Un mundo en el que los eventos distantes no tendrían ningún impacto en nuestras vidas no existe desde hace mucho tiempo. Pero, al mismo tiempo que se volvía cercano, este mundo se volvió virtual, de manera que la distancia mínima y el sentido de la realidad necesarios para un juicio equitativo han desaparecido


Se habla mucho en estos tiempos de la “importación” del conflicto israelí-palestino en Francia. Esta presentación de cómo una guerra aparentemente lejana se introduce en nuestras tierras es equívoca. Incrimina a poblaciones ya presentes, condenándolas a reproducir aquí sus afectos y, a veces, sus rabias hacia lo que sucede allá. Se ha dicho mucho que Francia alberga a las comunidades judía y musulmana más importantes de Europa. Este hecho probablemente explique por qué existe aquí, más que en otros lugares, una sensibilidad aguda hacia las violencias en el Medio Oriente. Pero esto de ninguna manera implica el deseo de estas comunidades de “importar” una guerra implacable a un suelo que es bueno recordar que es suyo.


Utilizada en este sentido, la imagen de la “importación” es aún más engañosa, ya que sugiere que las violencias ocurren en otras partes del mundo y que cada uno de nosotros (y no solo judíos y musulmanes) podría mantenerlas alejadas de nuestras preocupaciones. Sin embargo, un mundo en el que los eventos distantes no tendrían ningún impacto en nuestras vidas no existe desde hace mucho tiempo. En el siglo XVIII, Kant ya mencionaba algo así como una globalización de los sentimientos que hace imposible la indiferencia del aquí hacia las injusticias de allá.
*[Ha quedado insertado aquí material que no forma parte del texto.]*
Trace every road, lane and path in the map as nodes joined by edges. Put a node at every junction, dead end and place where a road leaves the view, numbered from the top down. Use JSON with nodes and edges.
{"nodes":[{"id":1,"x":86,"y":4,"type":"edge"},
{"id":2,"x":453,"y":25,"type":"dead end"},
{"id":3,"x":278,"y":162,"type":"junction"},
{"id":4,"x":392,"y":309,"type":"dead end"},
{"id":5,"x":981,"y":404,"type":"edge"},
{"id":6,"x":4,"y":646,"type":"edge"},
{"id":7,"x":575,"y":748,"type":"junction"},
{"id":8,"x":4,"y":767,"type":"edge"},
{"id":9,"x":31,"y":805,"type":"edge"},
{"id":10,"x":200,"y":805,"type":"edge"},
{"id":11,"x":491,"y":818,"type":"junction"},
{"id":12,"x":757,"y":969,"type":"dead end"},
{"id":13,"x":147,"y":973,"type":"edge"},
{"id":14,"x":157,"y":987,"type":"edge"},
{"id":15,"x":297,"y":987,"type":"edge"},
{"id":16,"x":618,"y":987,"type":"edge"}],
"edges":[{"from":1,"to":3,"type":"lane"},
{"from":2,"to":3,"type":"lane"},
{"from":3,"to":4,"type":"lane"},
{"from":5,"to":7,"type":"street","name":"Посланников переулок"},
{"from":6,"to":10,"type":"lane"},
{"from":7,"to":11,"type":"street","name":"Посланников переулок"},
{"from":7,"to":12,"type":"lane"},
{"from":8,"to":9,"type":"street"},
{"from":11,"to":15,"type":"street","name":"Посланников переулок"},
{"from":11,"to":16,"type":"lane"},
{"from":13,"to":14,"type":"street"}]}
Las interacciones entre los humanos se han vuelto tan intensas y los medios de comunicación están tan desarrollados, escribía el filósofo, que “la violación del derecho en un solo lugar de la tierra se siente en todas partes” (Proyecto de paz perpetua, 1795).


Kant veía en esta globalización de las emociones morales un argumento a favor de un cosmopolitismo cuyo horizonte sería la paz. El filósofo de las Luces creía que, afectados por los eventos lejanos, los hombres modernos tomarían conciencia gradualmente de que la tierra es esférica y que su extensión es finita: comprenderían que todos sus esfuerzos por separarse unos de otros son vanos. En esta hipótesis optimista, la conciencia de la cercanía de lo lejano debería incitar a cada uno a considerarse a sí mismo y a ver a los demás como “ciudadanos del mundo”. Debería llevar a la humanidad a desear lo que, por otro lado, la razón preconiza: un orden internacional basado en el respeto al derecho y el rechazo de la guerra.


El mundo de Kant, basado en la abolición de la diferencia entre lo cercano y lo lejano, se ha realizado, pero no así las promesas pacíficas que contenía. Las “violaciones del derecho” perpetradas a lo lejos ahora son accesibles con un clic. El mundo entero está depositado en nuestros teléfonos inteligentes, disponible para cada una de nuestras indignaciones. Pero, al mismo tiempo que se volvía cercano, este mundo se volvió virtual, de manera que la distancia mínima y el sentido de la realidad necesarios para un juicio equitativo han desaparecido. El conflicto israelí-palestino muestra, después de otros, que muchos siguen juzgando los crímenes lejanos a la luz de sus prejuicios personales. La negación de las injusticias coloniales perpetradas por Israel responde al rechazo de equiparar los actos de Hamás con el terrorismo. Los muertos, por ahora, principalmente civiles, se acumulan en las pantallas y cada uno cuenta los suyos en función de la idea que tiene de la justicia.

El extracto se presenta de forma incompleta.